Wien - Die Unternehmensgruppe der börsenotierten Wiener IT-Finanzholding Beko hat im Halbjahr wegen eines steuerlichen Sondereffekts (Wertberichtigung von Verlustvorträgen) unterm Strich mit minus 1,8 (Vorjahr: plus 0,4) Mio. Euro rote Zahlen geschrieben. Das Ergebnis pro Aktie fiel in den ersten sechs Monaten 2004 von plus 6 auf minus 30 Cent, wie Beko am Montag in einer Presseinformation mitteilte.

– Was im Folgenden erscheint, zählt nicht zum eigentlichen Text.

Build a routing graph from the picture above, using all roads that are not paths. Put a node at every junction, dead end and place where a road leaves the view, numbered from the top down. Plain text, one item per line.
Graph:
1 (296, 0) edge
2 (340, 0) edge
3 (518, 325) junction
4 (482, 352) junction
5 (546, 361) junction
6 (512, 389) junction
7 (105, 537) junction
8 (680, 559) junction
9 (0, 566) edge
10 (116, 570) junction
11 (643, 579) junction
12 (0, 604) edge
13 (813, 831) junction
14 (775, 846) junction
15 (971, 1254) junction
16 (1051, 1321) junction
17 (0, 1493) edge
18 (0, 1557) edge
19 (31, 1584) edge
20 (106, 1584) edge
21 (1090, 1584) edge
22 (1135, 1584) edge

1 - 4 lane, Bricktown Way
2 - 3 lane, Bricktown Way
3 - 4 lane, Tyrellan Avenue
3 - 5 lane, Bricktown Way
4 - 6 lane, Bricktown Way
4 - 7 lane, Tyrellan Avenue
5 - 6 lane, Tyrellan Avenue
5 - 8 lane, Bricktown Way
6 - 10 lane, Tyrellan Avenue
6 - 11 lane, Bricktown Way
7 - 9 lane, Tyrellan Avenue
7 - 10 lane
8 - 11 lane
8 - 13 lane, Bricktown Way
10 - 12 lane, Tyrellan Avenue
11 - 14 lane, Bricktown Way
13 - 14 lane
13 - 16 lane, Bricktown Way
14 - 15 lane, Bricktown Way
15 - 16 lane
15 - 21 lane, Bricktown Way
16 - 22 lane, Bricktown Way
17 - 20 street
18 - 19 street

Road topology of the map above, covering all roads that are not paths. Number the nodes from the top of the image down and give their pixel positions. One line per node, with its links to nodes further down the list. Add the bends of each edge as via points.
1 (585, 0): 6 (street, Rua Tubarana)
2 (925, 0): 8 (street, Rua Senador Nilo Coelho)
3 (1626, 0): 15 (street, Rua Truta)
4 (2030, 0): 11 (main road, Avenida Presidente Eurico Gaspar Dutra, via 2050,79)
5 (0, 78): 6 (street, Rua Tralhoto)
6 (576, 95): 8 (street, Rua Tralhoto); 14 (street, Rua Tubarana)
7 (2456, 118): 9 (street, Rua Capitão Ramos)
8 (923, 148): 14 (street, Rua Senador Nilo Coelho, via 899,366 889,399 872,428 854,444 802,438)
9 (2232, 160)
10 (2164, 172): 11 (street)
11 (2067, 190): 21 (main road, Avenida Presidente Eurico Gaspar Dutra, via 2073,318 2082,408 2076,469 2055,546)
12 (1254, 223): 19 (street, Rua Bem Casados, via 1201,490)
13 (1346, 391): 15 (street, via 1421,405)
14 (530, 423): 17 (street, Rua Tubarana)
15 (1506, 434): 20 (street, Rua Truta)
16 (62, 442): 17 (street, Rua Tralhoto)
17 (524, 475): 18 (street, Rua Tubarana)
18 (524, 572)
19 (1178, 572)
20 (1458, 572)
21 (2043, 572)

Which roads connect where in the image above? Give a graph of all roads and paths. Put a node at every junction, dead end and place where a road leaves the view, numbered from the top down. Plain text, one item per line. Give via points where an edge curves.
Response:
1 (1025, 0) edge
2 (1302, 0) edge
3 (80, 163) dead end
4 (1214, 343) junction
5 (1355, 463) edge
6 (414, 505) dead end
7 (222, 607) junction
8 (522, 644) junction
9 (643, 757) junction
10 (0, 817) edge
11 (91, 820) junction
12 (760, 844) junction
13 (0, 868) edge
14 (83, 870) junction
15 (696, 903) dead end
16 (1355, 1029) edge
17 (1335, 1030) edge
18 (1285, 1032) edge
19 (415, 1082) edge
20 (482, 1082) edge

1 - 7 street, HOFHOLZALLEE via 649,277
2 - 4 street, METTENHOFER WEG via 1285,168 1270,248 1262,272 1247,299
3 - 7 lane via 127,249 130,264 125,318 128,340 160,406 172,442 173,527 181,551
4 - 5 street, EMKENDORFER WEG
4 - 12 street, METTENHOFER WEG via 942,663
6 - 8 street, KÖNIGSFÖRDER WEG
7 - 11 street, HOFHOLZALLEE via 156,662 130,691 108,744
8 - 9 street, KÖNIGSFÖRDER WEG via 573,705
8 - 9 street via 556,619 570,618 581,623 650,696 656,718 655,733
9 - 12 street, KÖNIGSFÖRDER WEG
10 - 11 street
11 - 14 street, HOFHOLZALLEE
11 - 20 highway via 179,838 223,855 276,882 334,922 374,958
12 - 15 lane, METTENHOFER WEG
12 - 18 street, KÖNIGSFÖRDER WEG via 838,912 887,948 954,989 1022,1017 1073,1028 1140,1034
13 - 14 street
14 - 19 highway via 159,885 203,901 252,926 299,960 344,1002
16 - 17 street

Gewinne im operativen Geschäft

Demgegenüber wies das operative Geschäft Gewinne, wenn auch zum Teil niedrigere, aus: So stieg das Betriebsergebnis vor Abschreibungen (Ebdit) von 1,9 auf 4,8 Mio. Euro, während das Ergebnis aus der Geschäftstätigkeit (Ebit) von 1,1 auf 0,9 Mio. Euro sank. Der Gewinn vor Steuern blieb mit 0,6 (nach 0,8) Mio. Euro ebenfalls hinter dem Vorjahreswert zurück. Deutlich gestiegen ist im Halbjahr der Umsatz und zwar um 86 Prozent von 26,0 auf 48,2 Mio. Euro (der Zuwachs enthält die seit Oktober 2003 erstmals konsolidierte AC-Service mit 22,6 Mio. Euro). Keine Angaben gab es zum Ausblick für Umsatz und Ergebnis in diesem Jahr.

Beteiligungen an 35 Firmen

Im Konzern der Beko Holding, die an mehr als 35 Firmen - darunter CLC und Brain Force Software - beteiligt ist, waren in der ersten Jahreshälfte 2004 durchschnittlich 959 (Vorjahr: 680) Mitarbeiter beschäftigt. Wie berichtet hat Beko zuletzt die Sperrminorität an dem in Frankfurt börsenotierten deutschen IT-Dienstleister Triplan erworben. (APA)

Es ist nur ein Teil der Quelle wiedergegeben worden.